Since 1977, the world has been gifted (and in some case, begrudgingly offered as a cash grab) eleven different films in the Star Wars Universe. There are also some animated tv shows out there if you really want to get deep into that shit.

During that time, many well-regarded actors with numerous accolades have appeared in a Star Wars film. Specifically, the Star Wars universe features a staggering amount of Academy Award nominated individuals who appear, either onscreen or as voices, in these films. We counted. It’s 44. 

Keep in mind, many other famous actors have appeared in these films who have not been nominated for an Academy Award. Ewan McGregor and Christopher Lee have never received Oscar nominations, for example (though McGregor has Golden Globe nominations)

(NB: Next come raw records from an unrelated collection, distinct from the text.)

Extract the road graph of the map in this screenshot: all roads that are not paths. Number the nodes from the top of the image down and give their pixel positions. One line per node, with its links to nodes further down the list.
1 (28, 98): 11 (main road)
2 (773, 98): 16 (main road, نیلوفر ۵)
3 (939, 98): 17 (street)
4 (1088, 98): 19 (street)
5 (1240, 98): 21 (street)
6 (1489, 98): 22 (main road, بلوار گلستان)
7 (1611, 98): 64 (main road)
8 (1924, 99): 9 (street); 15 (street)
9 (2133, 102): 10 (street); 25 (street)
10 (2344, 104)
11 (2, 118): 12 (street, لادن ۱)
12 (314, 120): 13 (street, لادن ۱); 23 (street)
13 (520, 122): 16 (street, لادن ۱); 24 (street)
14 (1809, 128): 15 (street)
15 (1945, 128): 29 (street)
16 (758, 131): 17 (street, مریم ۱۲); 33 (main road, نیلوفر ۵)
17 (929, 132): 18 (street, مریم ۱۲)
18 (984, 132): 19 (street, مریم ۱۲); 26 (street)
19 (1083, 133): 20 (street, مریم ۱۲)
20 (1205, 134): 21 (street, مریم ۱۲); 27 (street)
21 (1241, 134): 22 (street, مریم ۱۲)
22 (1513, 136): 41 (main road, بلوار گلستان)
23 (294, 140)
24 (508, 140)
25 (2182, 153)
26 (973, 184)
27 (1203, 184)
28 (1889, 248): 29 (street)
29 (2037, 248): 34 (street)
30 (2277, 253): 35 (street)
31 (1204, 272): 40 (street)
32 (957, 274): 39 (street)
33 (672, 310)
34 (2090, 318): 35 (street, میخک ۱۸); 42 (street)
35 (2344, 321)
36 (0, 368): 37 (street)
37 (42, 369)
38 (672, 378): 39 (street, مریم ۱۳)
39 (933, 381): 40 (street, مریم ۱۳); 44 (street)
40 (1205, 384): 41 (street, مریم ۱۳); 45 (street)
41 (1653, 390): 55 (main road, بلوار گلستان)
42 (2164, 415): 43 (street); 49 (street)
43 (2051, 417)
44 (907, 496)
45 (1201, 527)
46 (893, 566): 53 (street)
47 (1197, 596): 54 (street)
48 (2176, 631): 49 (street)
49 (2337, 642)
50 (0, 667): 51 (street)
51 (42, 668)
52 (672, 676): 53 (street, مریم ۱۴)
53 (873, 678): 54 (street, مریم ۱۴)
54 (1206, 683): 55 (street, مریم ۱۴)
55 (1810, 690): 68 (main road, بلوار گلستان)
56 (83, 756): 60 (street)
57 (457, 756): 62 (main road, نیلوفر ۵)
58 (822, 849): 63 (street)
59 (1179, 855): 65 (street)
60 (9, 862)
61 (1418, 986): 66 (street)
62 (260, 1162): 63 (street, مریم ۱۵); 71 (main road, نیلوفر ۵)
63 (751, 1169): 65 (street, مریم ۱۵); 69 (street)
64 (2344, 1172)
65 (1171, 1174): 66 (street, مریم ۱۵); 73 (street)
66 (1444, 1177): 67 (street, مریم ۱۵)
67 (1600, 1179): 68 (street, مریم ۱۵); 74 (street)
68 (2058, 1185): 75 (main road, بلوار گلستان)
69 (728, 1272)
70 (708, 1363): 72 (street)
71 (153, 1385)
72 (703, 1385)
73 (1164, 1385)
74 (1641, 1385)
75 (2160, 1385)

Frank Oz (a.k.a. Yoda) has an Emmy. Jimmy Smits (Bail Organa) has won a Golden Globe. By the way, did you know that Rose Byrne (2 Golden Globe nominations) was in Attack of the Clones?  And Joel Edgerton, who was in the prequel trilogy as young Owen Lars, has a Golden Globe nomination to his name for Loving. They are not on this list. But a LOT of people are! Anyway! Let’s get into this nerd fest!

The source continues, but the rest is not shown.